An exact copy of every record is required.

───── Supplied records

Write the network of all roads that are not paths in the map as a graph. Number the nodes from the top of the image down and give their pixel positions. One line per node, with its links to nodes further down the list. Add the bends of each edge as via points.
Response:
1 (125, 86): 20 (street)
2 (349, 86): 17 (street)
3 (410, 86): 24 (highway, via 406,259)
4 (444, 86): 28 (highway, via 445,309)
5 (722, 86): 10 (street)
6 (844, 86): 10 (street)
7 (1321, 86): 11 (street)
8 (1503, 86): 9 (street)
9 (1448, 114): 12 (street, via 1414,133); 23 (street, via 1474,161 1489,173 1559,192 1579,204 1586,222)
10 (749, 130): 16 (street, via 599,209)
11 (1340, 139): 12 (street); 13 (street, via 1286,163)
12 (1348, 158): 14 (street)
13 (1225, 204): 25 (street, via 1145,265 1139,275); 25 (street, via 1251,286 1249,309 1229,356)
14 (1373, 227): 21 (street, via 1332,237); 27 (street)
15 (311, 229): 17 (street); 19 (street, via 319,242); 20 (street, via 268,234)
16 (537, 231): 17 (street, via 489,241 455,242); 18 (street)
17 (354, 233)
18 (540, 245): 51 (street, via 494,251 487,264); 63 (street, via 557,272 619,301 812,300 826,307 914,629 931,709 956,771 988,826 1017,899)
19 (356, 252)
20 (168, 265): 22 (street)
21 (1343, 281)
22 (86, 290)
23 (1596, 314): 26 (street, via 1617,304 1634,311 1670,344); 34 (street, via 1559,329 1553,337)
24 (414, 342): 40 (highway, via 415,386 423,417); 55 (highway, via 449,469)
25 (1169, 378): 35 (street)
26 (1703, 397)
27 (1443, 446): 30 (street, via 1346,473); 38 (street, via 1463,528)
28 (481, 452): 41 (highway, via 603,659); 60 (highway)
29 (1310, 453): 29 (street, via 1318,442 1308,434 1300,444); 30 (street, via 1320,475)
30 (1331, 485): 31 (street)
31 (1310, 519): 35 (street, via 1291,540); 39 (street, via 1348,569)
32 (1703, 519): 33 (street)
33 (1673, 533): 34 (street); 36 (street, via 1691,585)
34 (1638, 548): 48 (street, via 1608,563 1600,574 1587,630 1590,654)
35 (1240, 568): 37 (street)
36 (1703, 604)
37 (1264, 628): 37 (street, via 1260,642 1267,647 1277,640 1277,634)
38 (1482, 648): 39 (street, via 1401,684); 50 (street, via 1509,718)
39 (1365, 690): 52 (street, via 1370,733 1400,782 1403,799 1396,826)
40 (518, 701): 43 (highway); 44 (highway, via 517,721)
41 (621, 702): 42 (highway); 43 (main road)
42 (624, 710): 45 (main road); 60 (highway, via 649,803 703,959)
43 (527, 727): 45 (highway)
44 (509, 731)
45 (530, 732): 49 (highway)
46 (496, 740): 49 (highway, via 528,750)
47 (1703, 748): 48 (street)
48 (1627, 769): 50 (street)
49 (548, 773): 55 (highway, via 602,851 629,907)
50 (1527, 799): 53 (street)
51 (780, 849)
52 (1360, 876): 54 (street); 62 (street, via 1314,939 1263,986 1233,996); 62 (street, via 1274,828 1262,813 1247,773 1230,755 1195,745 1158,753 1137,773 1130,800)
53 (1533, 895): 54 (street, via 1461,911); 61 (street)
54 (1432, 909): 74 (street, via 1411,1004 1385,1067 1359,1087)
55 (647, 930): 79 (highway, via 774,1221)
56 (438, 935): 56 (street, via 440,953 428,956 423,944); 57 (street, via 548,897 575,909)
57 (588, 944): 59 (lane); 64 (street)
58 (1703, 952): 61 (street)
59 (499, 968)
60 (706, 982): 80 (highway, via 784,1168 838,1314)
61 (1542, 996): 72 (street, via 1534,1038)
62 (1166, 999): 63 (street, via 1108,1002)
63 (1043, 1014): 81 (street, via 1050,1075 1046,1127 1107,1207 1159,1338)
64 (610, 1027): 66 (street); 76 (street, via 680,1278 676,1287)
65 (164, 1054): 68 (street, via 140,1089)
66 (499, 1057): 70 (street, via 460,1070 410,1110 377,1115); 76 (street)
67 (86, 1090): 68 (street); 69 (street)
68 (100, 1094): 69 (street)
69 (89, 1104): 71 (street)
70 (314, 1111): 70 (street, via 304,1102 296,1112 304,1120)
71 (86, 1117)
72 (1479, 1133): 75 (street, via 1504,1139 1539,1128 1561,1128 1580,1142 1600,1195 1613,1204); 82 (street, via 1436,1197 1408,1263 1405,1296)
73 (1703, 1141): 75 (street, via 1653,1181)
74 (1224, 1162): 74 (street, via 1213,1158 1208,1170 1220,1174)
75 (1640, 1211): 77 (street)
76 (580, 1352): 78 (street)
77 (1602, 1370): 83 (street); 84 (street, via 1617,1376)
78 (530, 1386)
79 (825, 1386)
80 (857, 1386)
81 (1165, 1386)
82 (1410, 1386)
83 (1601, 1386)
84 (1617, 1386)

──────────

Exercise response:
Write the network of all roads that are not paths in the map as a graph. Number the nodes from the top of the image down and give their pixel positions. One line per node, with its links to nodes further down the list. Add the bends of each edge as via points.
Response:
1 (125, 86): 20 (street)
2 (349, 86): 17 (street)
3 (410, 86): 24 (highway, via 406,259)
4 (444, 86): 28 (highway, via 445,309)
5 (722, 86): 10 (street)
6 (844, 86): 10 (street)
7 (1321, 86): 11 (street)
8 (1503, 86): 9 (street)
9 (1448, 114): 12 (street, via 1414,133); 23 (street, via 1474,161 1489,173 1559,192 1579,204 1586,222)
10 (749, 130): 16 (street, via 599,209)
11 (1340, 139): 12 (street); 13 (street, via 1286,163)
12 (1348, 158): 14 (street)
13 (1225, 204): 25 (street, via 1145,265 1139,275); 25 (street, via 1251,286 1249,309 1229,356)
14 (1373, 227): 21 (street, via 1332,237); 27 (street)
15 (311, 229): 17 (street); 19 (street, via 319,242); 20 (street, via 268,234)
16 (537, 231): 17 (street, via 489,241 455,242); 18 (street)
17 (354, 233)
18 (540, 245): 51 (street, via 494,251 487,264); 63 (street, via 557,272 619,301 812,300 826,307 914,629 931,709 956,771 988,826 1017,899)
19 (356, 252)
20 (168, 265): 22 (street)
21 (1343, 281)
22 (86, 290)
23 (1596, 314): 26 (street, via 1617,304 1634,311 1670,344); 34 (street, via 1559,329 1553,337)
24 (414, 342): 40 (highway, via 415,386 423,417); 55 (highway, via 449,469)
25 (1169, 378): 35 (street)
26 (1703, 397)
27 (1443, 446): 30 (street, via 1346,473); 38 (street, via 1463,528)
28 (481, 452): 41 (highway, via 603,659); 60 (highway)
29 (1310, 453): 29 (street, via 1318,442 1308,434 1300,444); 30 (street, via 1320,475)
30 (1331, 485): 31 (street)
31 (1310, 519): 35 (street, via 1291,540); 39 (street, via 1348,569)
32 (1703, 519): 33 (street)
33 (1673, 533): 34 (street); 36 (street, via 1691,585)
34 (1638, 548): 48 (street, via 1608,563 1600,574 1587,630 1590,654)
35 (1240, 568): 37 (street)
36 (1703, 604)
37 (1264, 628): 37 (street, via 1260,642 1267,647 1277,640 1277,634)
38 (1482, 648): 39 (street, via 1401,684); 50 (street, via 1509,718)
39 (1365, 690): 52 (street, via 1370,733 1400,782 1403,799 1396,826)
40 (518, 701): 43 (highway); 44 (highway, via 517,721)
41 (621, 702): 42 (highway); 43 (main road)
42 (624, 710): 45 (main road); 60 (highway, via 649,803 703,959)
43 (527, 727): 45 (highway)
44 (509, 731)
45 (530, 732): 49 (highway)
46 (496, 740): 49 (highway, via 528,750)
47 (1703, 748): 48 (street)
48 (1627, 769): 50 (street)
49 (548, 773): 55 (highway, via 602,851 629,907)
50 (1527, 799): 53 (street)
51 (780, 849)
52 (1360, 876): 54 (street); 62 (street, via 1314,939 1263,986 1233,996); 62 (street, via 1274,828 1262,813 1247,773 1230,755 1195,745 1158,753 1137,773 1130,800)
53 (1533, 895): 54 (street, via 1461,911); 61 (street)
54 (1432, 909): 74 (street, via 1411,1004 1385,1067 1359,1087)
55 (647, 930): 79 (highway, via 774,1221)
56 (438, 935): 56 (street, via 440,953 428,956 423,944); 57 (street, via 548,897 575,909)
57 (588, 944): 59 (lane); 64 (street)
58 (1703, 952): 61 (street)
59 (499, 968)
60 (706, 982): 80 (highway, via 784,1168 838,1314)
61 (1542, 996): 72 (street, via 1534,1038)
62 (1166, 999): 63 (street, via 1108,1002)
63 (1043, 1014): 81 (street, via 1050,1075 1046,1127 1107,1207 1159,1338)
64 (610, 1027): 66 (street); 76 (street, via 680,1278 676,1287)
65 (164, 1054): 68 (street, via 140,1089)
66 (499, 1057): 70 (street, via 460,1070 410,1110 377,1115); 76 (street)
67 (86, 1090): 68 (street); 69 (street)
68 (100, 1094): 69 (street)
69 (89, 1104): 71 (street)
70 (314, 1111): 70 (street, via 304,1102 296,1112 304,1120)
71 (86, 1117)
72 (1479, 1133): 75 (street, via 1504,1139 1539,1128 1561,1128 1580,1142 1600,1195 1613,1204); 82 (street, via 1436,1197 1408,1263 1405,1296)
73 (1703, 1141): 75 (street, via 1653,1181)
74 (1224, 1162): 74 (street, via 1213,1158 1208,1170 1220,1174)
75 (1640, 1211): 77 (street)
76 (580, 1352): 78 (street)
77 (1602, 1370): 83 (street); 84 (street, via 1617,1376)
78 (530, 1386)
79 (825, 1386)
80 (857, 1386)
81 (1165, 1386)
82 (1410, 1386)
83 (1601, 1386)
84 (1617, 1386)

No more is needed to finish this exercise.